== YOUR INSTRUCTIONS ==
Give back the records that follow exactly, images excluded.

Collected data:

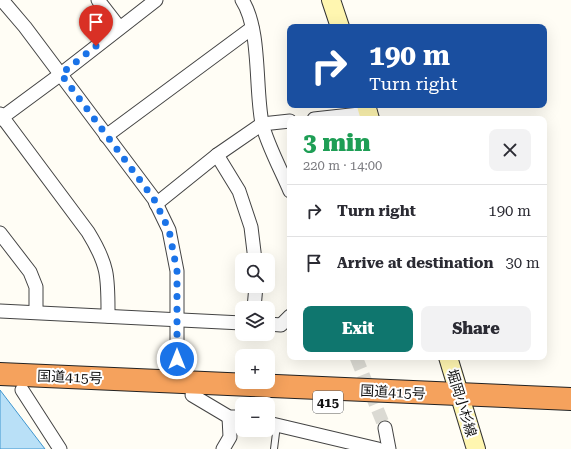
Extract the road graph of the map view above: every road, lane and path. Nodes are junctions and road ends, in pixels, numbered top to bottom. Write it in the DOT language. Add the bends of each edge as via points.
graph roads {
  1 [pos="2,0"];
  2 [pos="98,0"];
  3 [pos="156,0"];
  4 [pos="242,0"];
  5 [pos="331,0"];
  6 [pos="339,24"];
  7 [pos="119,27"];
  8 [pos="252,28"];
  9 [pos="61,74"];
  10 [pos="368,112"];
  11 [pos="337,116"];
  12 [pos="1,117"];
  13 [pos="287,122"];
  14 [pos="262,124"];
  15 [pos="106,136"];
  16 [pos="217,155"];
  17 [pos="287,184"];
  18 [pos="156,204"];
  19 [pos="0,233"];
  20 [pos="254,253"];
  21 [pos="0,310"];
  22 [pos="36,312"];
  23 [pos="108,316"];
  24 [pos="287,319"];
  25 [pos="177,320"];
  26 [pos="235,323"];
  27 [pos="275,324"];
  28 [pos="449,360"];
  29 [pos="0,374"];
  30 [pos="71,384"];
  31 [pos="184,388"];
  32 [pos="0,389"];
  33 [pos="22,390"];
  34 [pos="571,399"];
  35 [pos="462,401"];
  36 [pos="571,412"];
  37 [pos="229,417"];
  38 [pos="235,417"];
  39 [pos="275,425"];
  40 [pos="385,428"];
  41 [pos="273,437"];
  42 [pos="60,449"];
  43 [pos="223,449"];
  44 [pos="274,449"];
  45 [pos="378,449"];
  46 [pos="389,449"];
  47 [pos="476,449"];
  1 -- 9 [label="street"];
  2 -- 7 [label="street"];
  3 -- 7 [label="street"];
  4 -- 8 [label="street" via="248,9"];
  5 -- 6 [label="main road"];
  7 -- 9 [label="street"];
  8 -- 14 [label="street"];
  8 -- 15 [label="street"];
  9 -- 12 [label="street"];
  9 -- 15 [label="street"];
  10 -- 11 [label="street"];
  12 -- 23 [label="street" via="99,250 105,262 108,279"];
  13 -- 14 [label="street"];
  14 -- 16 [label="street"];
  14 -- 17 [label="street"];
  15 -- 18 [label="street"];
  16 -- 18 [label="street"];
  16 -- 20 [label="street" via="239,191 251,227"];
  18 -- 25 [label="street" via="169,230 177,271"];
  19 -- 22 [label="street" via="30,272 36,287"];
  21 -- 22 [label="street"];
  22 -- 23 [label="street"];
  23 -- 25 [label="street"];
  24 -- 27 [label="street" via="281,324"];
  25 -- 26 [label="street"];
  25 -- 31 [label="street"];
  28 -- 35 [label="main road, 堀岡小杉線"];
  29 -- 30 [label="highway, 国道415号 / 415"];
  30 -- 31 [label="highway, 国道415号 / 415"];
  30 -- 33 [label="highway, 国道415号 / 415"];
  31 -- 35 [label="highway, 国道415号 / 415"];
  31 -- 37 [label="street"];
  32 -- 33 [label="highway, 国道415号 / 415"];
  33 -- 42 [label="street"];
  34 -- 35 [label="highway, 国道415号 / 415"];
  35 -- 36 [label="highway, 国道415号 / 415"];
  35 -- 47 [label="main road, 堀岡小杉線"];
  37 -- 38 [label="street"];
  37 -- 43 [label="street" via="230,437"];
  39 -- 45 [label="street"];
  40 -- 46 [label="street"];
  41 -- 44 [label="lane"];
}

== TASK OUTPUT ==
Extract the road graph of the map view above: every road, lane and path. Nodes are junctions and road ends, in pixels, numbered top to bottom. Write it in the DOT language. Add the bends of each edge as via points.
graph roads {
  1 [pos="2,0"];
  2 [pos="98,0"];
  3 [pos="156,0"];
  4 [pos="242,0"];
  5 [pos="331,0"];
  6 [pos="339,24"];
  7 [pos="119,27"];
  8 [pos="252,28"];
  9 [pos="61,74"];
  10 [pos="368,112"];
  11 [pos="337,116"];
  12 [pos="1,117"];
  13 [pos="287,122"];
  14 [pos="262,124"];
  15 [pos="106,136"];
  16 [pos="217,155"];
  17 [pos="287,184"];
  18 [pos="156,204"];
  19 [pos="0,233"];
  20 [pos="254,253"];
  21 [pos="0,310"];
  22 [pos="36,312"];
  23 [pos="108,316"];
  24 [pos="287,319"];
  25 [pos="177,320"];
  26 [pos="235,323"];
  27 [pos="275,324"];
  28 [pos="449,360"];
  29 [pos="0,374"];
  30 [pos="71,384"];
  31 [pos="184,388"];
  32 [pos="0,389"];
  33 [pos="22,390"];
  34 [pos="571,399"];
  35 [pos="462,401"];
  36 [pos="571,412"];
  37 [pos="229,417"];
  38 [pos="235,417"];
  39 [pos="275,425"];
  40 [pos="385,428"];
  41 [pos="273,437"];
  42 [pos="60,449"];
  43 [pos="223,449"];
  44 [pos="274,449"];
  45 [pos="378,449"];
  46 [pos="389,449"];
  47 [pos="476,449"];
  1 -- 9 [label="street"];
  2 -- 7 [label="street"];
  3 -- 7 [label="street"];
  4 -- 8 [label="street" via="248,9"];
  5 -- 6 [label="main road"];
  7 -- 9 [label="street"];
  8 -- 14 [label="street"];
  8 -- 15 [label="street"];
  9 -- 12 [label="street"];
  9 -- 15 [label="street"];
  10 -- 11 [label="street"];
  12 -- 23 [label="street" via="99,250 105,262 108,279"];
  13 -- 14 [label="street"];
  14 -- 16 [label="street"];
  14 -- 17 [label="street"];
  15 -- 18 [label="street"];
  16 -- 18 [label="street"];
  16 -- 20 [label="street" via="239,191 251,227"];
  18 -- 25 [label="street" via="169,230 177,271"];
  19 -- 22 [label="street" via="30,272 36,287"];
  21 -- 22 [label="street"];
  22 -- 23 [label="street"];
  23 -- 25 [label="street"];
  24 -- 27 [label="street" via="281,324"];
  25 -- 26 [label="street"];
  25 -- 31 [label="street"];
  28 -- 35 [label="main road, 堀岡小杉線"];
  29 -- 30 [label="highway, 国道415号 / 415"];
  30 -- 31 [label="highway, 国道415号 / 415"];
  30 -- 33 [label="highway, 国道415号 / 415"];
  31 -- 35 [label="highway, 国道415号 / 415"];
  31 -- 37 [label="street"];
  32 -- 33 [label="highway, 国道415号 / 415"];
  33 -- 42 [label="street"];
  34 -- 35 [label="highway, 国道415号 / 415"];
  35 -- 36 [label="highway, 国道415号 / 415"];
  35 -- 47 [label="main road, 堀岡小杉線"];
  37 -- 38 [label="street"];
  37 -- 43 [label="street" via="230,437"];
  39 -- 45 [label="street"];
  40 -- 46 [label="street"];
  41 -- 44 [label="lane"];
}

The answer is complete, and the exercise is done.